** Opening SOURCE MATERIAL block **
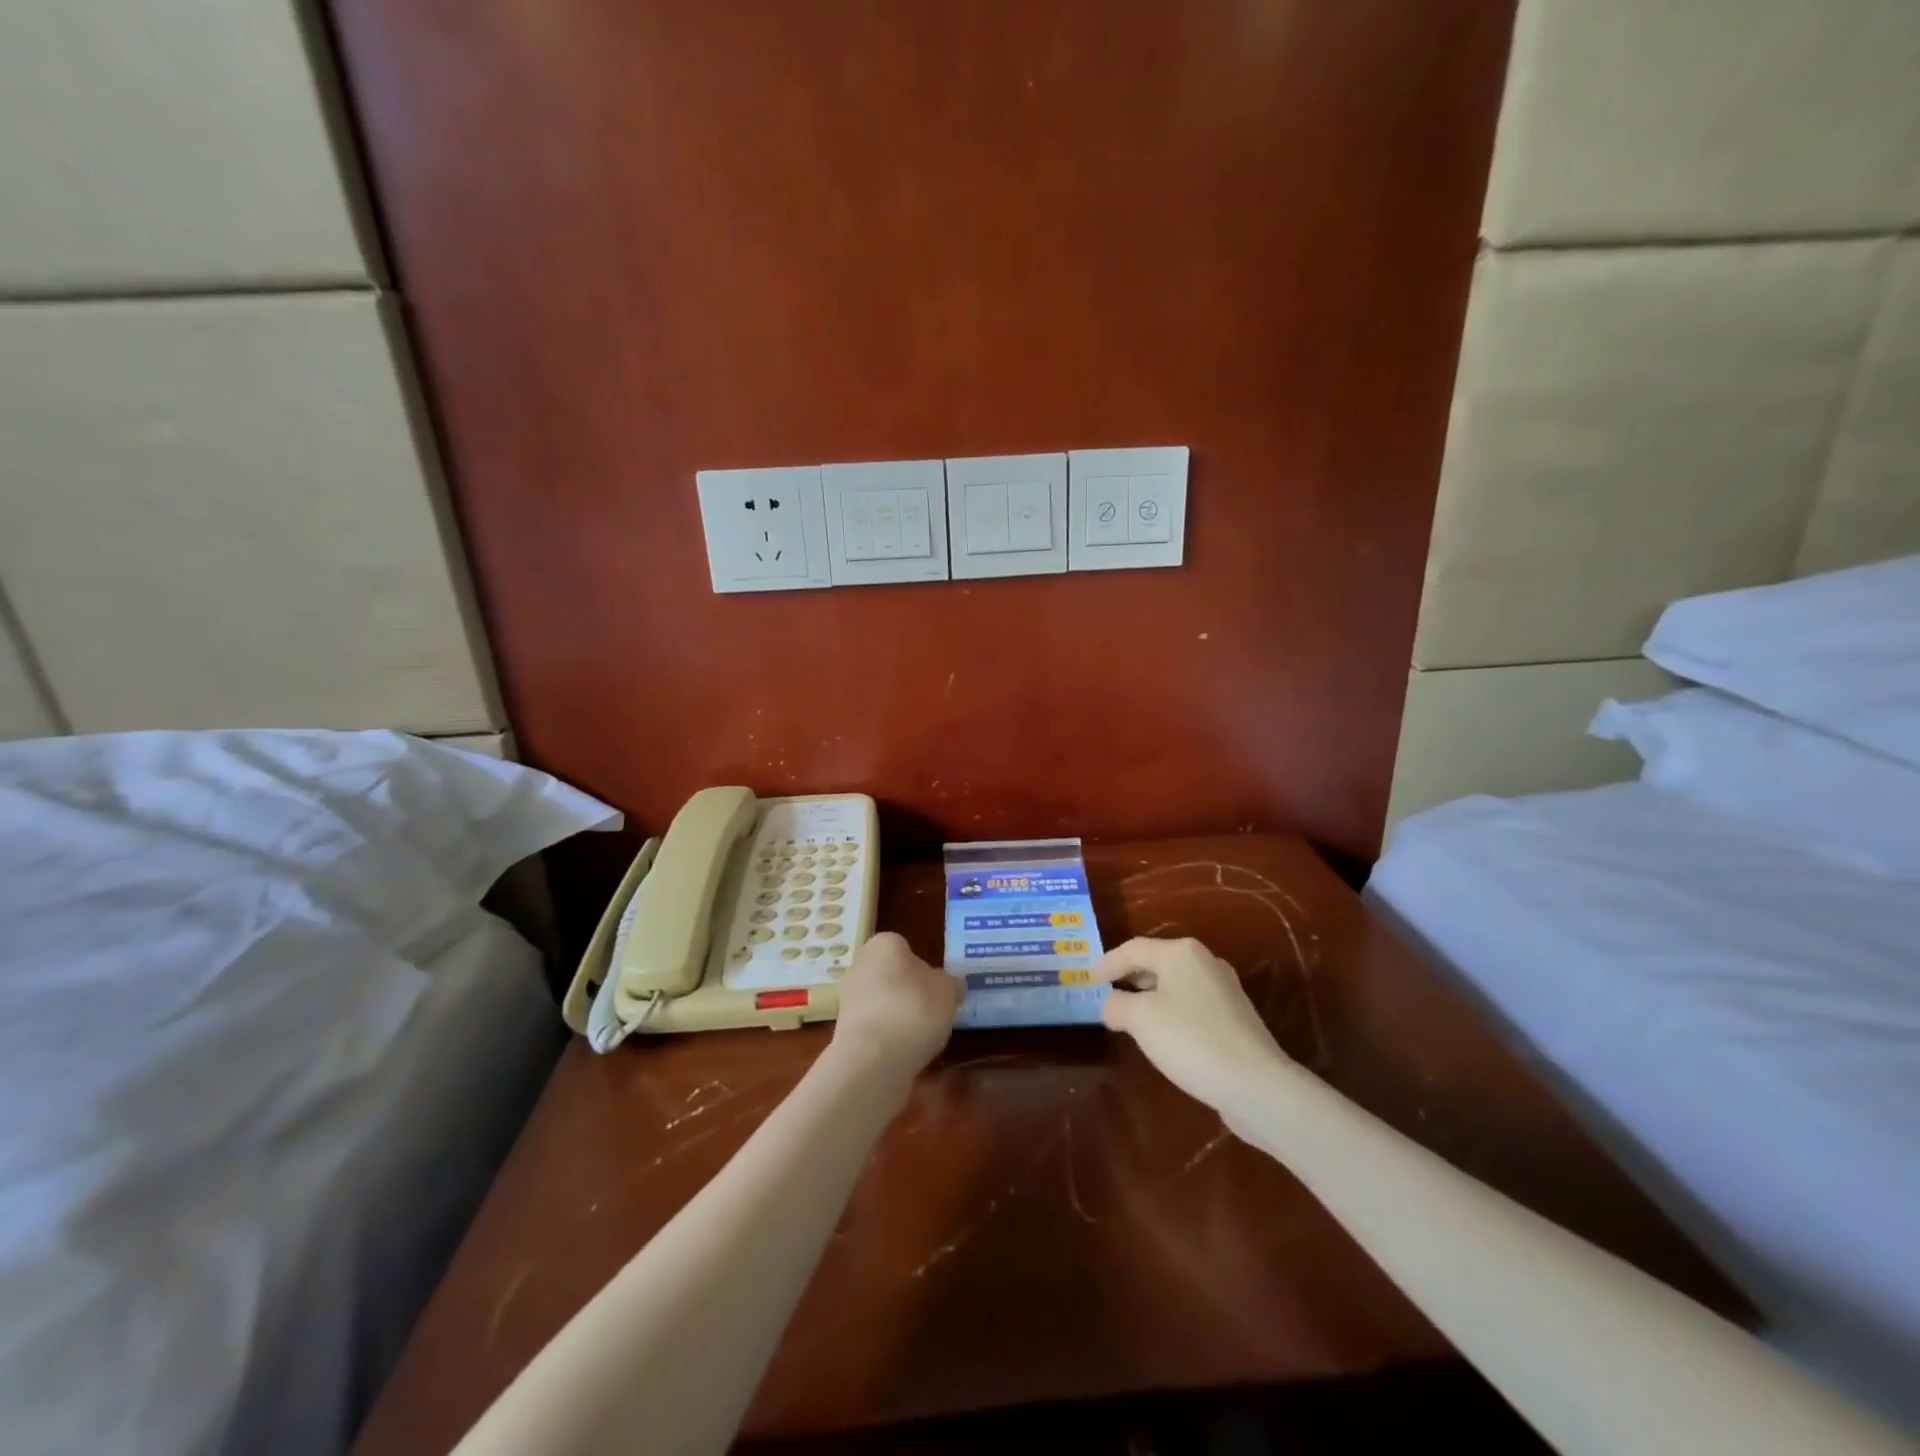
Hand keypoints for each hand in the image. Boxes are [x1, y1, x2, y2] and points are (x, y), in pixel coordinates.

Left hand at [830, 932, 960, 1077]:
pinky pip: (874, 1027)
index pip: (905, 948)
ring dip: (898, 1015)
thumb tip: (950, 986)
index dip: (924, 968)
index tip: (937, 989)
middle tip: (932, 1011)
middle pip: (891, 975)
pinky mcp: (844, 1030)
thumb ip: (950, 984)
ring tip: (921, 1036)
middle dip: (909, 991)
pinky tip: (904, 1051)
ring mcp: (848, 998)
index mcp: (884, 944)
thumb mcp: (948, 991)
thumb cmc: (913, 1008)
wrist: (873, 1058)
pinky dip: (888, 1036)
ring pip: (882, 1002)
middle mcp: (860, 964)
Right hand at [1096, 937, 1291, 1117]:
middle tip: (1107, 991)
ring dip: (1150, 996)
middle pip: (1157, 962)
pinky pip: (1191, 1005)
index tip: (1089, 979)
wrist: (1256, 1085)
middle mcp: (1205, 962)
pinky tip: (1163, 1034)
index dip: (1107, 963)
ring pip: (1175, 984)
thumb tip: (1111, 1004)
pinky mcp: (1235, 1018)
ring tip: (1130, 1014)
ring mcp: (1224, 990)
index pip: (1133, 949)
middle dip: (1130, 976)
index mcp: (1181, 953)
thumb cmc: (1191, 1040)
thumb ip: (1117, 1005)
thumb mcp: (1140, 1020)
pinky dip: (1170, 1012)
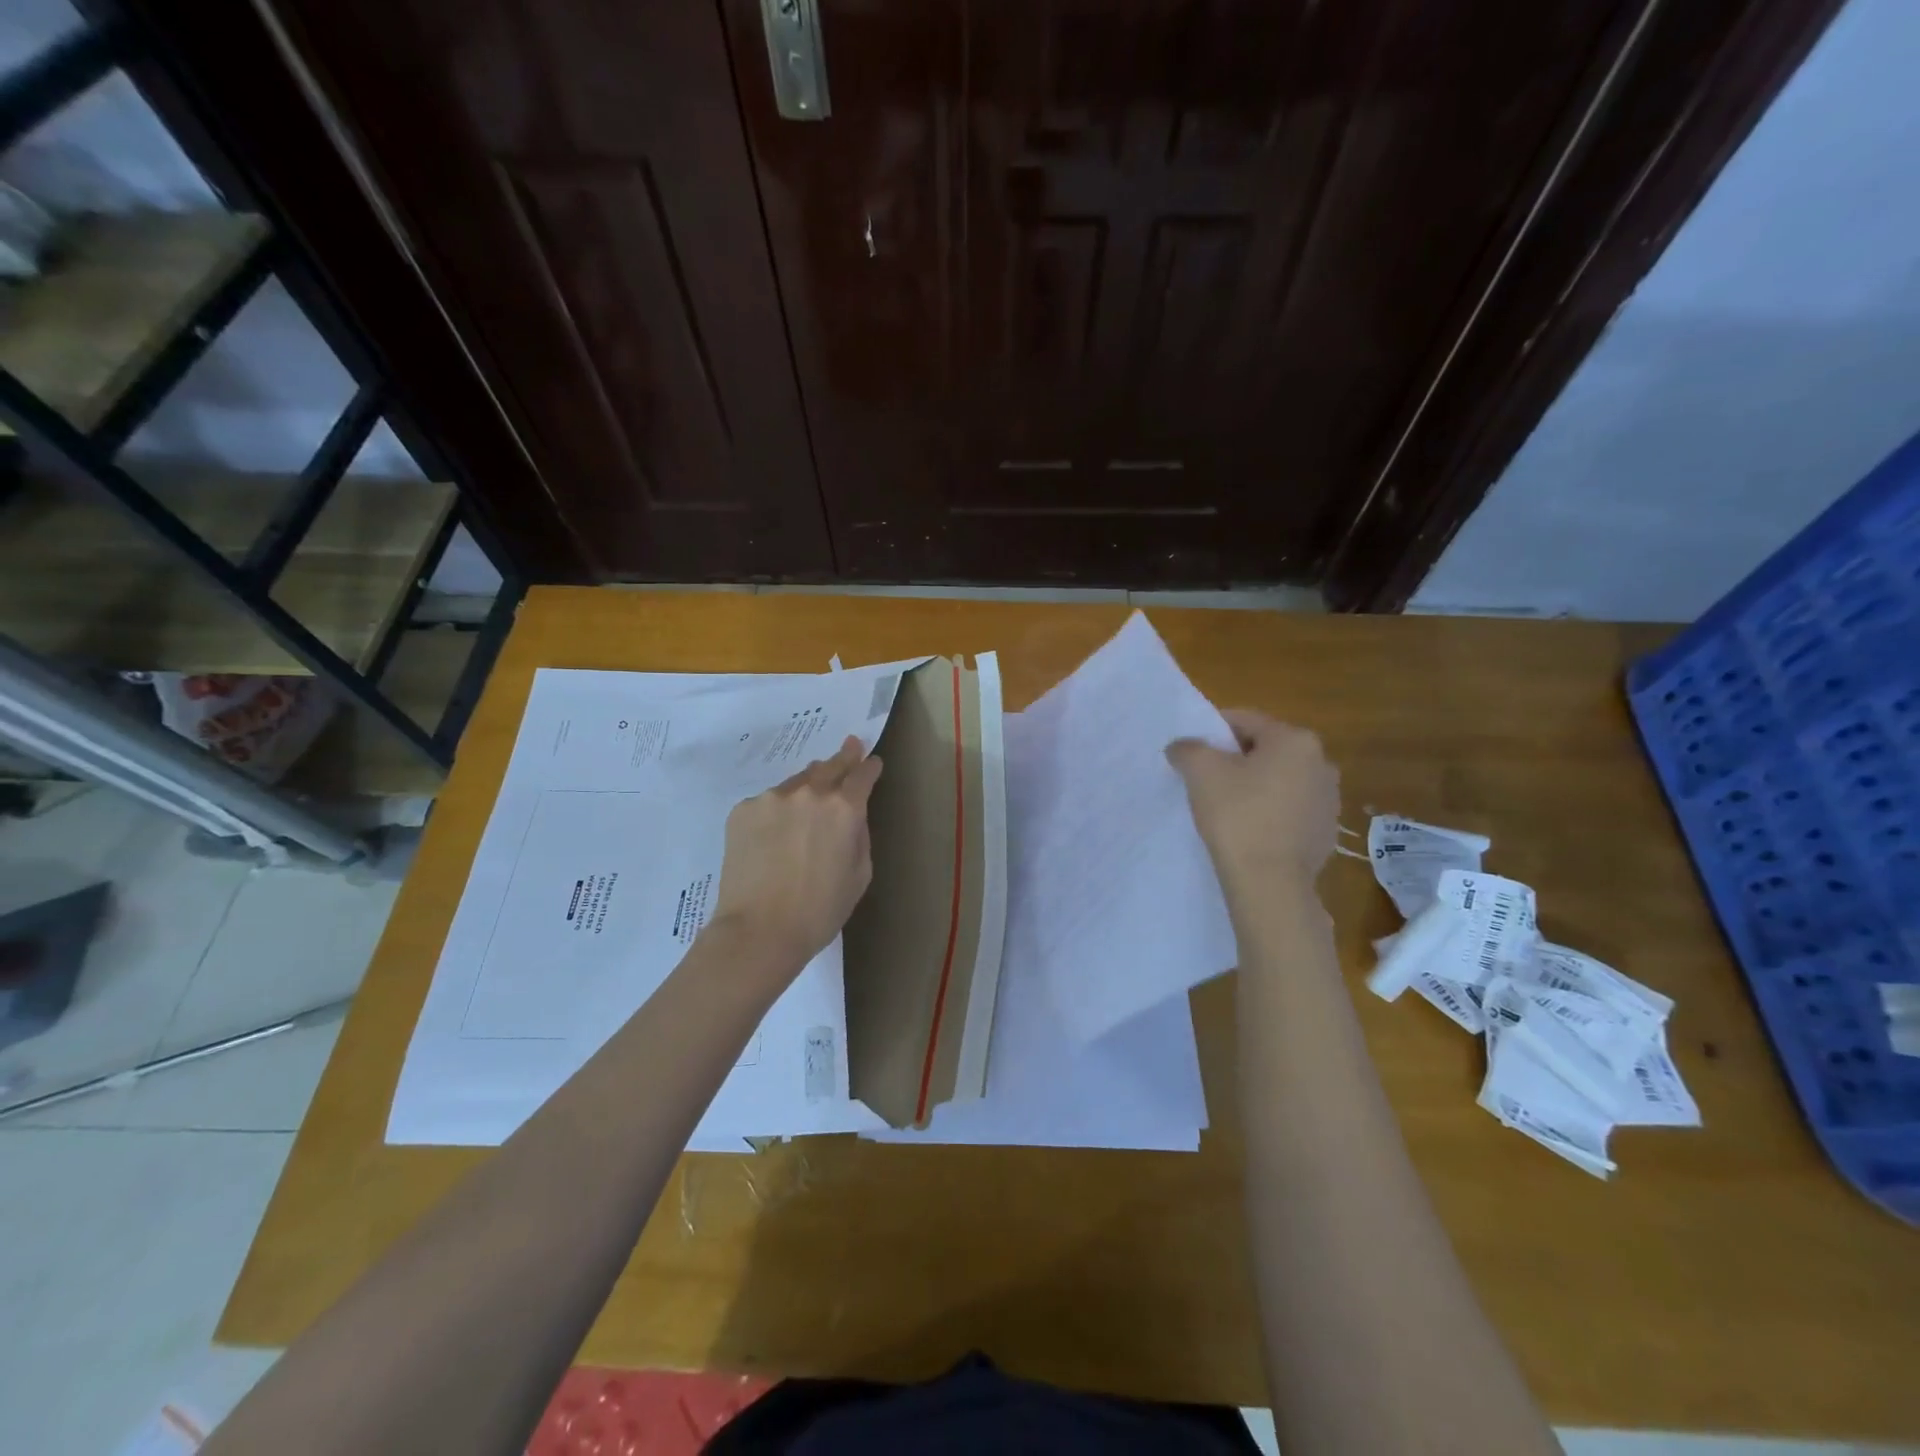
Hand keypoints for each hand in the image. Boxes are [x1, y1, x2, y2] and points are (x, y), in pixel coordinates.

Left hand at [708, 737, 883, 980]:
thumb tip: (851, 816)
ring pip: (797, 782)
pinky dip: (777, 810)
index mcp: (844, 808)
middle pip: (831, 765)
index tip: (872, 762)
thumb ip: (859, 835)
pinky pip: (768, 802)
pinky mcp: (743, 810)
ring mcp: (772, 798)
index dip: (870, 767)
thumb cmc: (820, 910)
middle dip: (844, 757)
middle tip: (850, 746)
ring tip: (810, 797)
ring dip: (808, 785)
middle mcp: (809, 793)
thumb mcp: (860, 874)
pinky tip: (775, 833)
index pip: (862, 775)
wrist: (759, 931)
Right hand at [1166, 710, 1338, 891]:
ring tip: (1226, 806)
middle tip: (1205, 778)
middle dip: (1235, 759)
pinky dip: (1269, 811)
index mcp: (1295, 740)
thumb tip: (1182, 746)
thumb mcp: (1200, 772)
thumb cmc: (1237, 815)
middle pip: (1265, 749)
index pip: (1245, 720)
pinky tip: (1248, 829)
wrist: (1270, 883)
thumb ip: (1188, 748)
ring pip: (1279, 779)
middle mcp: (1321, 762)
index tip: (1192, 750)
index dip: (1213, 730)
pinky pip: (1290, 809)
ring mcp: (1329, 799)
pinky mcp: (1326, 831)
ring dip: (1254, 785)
** Closing SOURCE MATERIAL block **
### ASSIGNED TASK
Return the lines above from the one with "thumb cmc: (1191, 1040)" through the one with "ring dip: (808, 785)", verbatim and nothing else. Omit every picture.

### EXPECTED OUTPUT
thumb cmc: (1191, 1040)
thumb ip: (1117, 1005)
thumb mcp: (1140, 1020)
pinky dip: (1170, 1012)
Hand keypoints for each hand in the image. Boxes are [x1, y1, x2, y2] and points are (x, y), in pixel coordinates.

Left hand at [708, 737, 883, 980]:
thumb tip: (851, 816)
ring pip: (797, 782)
pinky dip: (777, 810)
index mcp: (844, 808)
middle pip: (831, 765)
index tip: (872, 762)
thumb ip: (859, 835)
pinky pip: (768, 802)
pinky mcp: (743, 810)
ring mcp: (772, 798)
index dip: (870, 767)
thumb cmc: (820, 910)
middle dip: (844, 757)
middle tip: (850, 746)
ring tip: (810, 797)
ring dip: (808, 785)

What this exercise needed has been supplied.